Could you give the listing again exactly, without its pictures?

*Dataset content:*
***

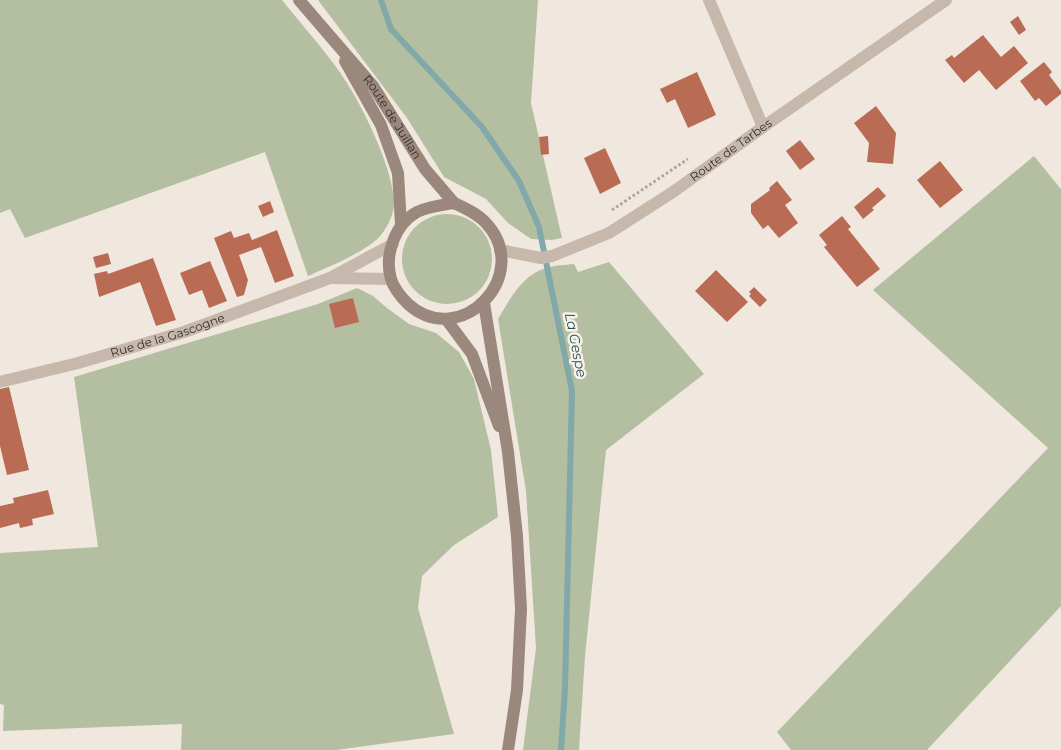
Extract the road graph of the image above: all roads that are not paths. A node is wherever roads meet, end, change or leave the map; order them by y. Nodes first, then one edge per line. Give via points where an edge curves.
1 (299, 0) edge
2 (709, 0) edge
3 (946, 0) edge
4 (328, 33) junction
5 (763, 127) junction
6 (454, 203) junction
7 (401, 225) junction
8 (393, 244) junction
9 (500, 250) junction
10 (330, 278) junction
11 (391, 279) junction
12 (484, 303) junction
13 (446, 319) junction
14 (0, 382) edge
15 (508, 452) junction
16 (508, 750) edge

1 - 4 main road, Route de Juillan
2 - 5 street
3 - 5 street, Route de Tarbes
4 - 6 main road, Route de Juillan via 373,86 425,169
4 - 7 main road, Route de Juillan via 380,125 398,173
5 - 9 street, Route de Tarbes via 617,228 564,253 541,258
6 - 7 main road via 417,212
6 - 9 main road via 485,221
7 - 8 main road
8 - 10 street, Rue de la Gascogne
8 - 11 main road via 388,259
9 - 12 main road via 502,264 498,283
10 - 11 street, Rue de la Gascogne
10 - 14 street, Rue de la Gascogne via 184,332 78,364
11 - 13 main road via 400,296 414,309
12 - 13 main road via 468,314
12 - 15 main road
13 - 15 main road via 472,354
15 - 16 main road via 521,609 517,690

***

*Written solution:*
Extract the road graph of the image above: all roads that are not paths. A node is wherever roads meet, end, change or leave the map; order them by y. Nodes first, then one edge per line. Give via points where an edge curves.
1 (299, 0) edge
2 (709, 0) edge
3 (946, 0) edge
4 (328, 33) junction
5 (763, 127) junction
6 (454, 203) junction
7 (401, 225) junction
8 (393, 244) junction
9 (500, 250) junction
10 (330, 278) junction
11 (391, 279) junction
12 (484, 303) junction
13 (446, 319) junction
14 (0, 382) edge
15 (508, 452) junction
16 (508, 750) edge

1 - 4 main road, Route de Juillan
2 - 5 street
3 - 5 street, Route de Tarbes
4 - 6 main road, Route de Juillan via 373,86 425,169
4 - 7 main road, Route de Juillan via 380,125 398,173
5 - 9 street, Route de Tarbes via 617,228 564,253 541,258
6 - 7 main road via 417,212
6 - 9 main road via 485,221
7 - 8 main road
8 - 10 street, Rue de la Gascogne
8 - 11 main road via 388,259
9 - 12 main road via 502,264 498,283
10 - 11 street, Rue de la Gascogne
10 - 14 street, Rue de la Gascogne via 184,332 78,364
11 - 13 main road via 400,296 414,309
12 - 13 main road via 468,314
12 - 15 main road
13 - 15 main road via 472,354
15 - 16 main road via 521,609 517,690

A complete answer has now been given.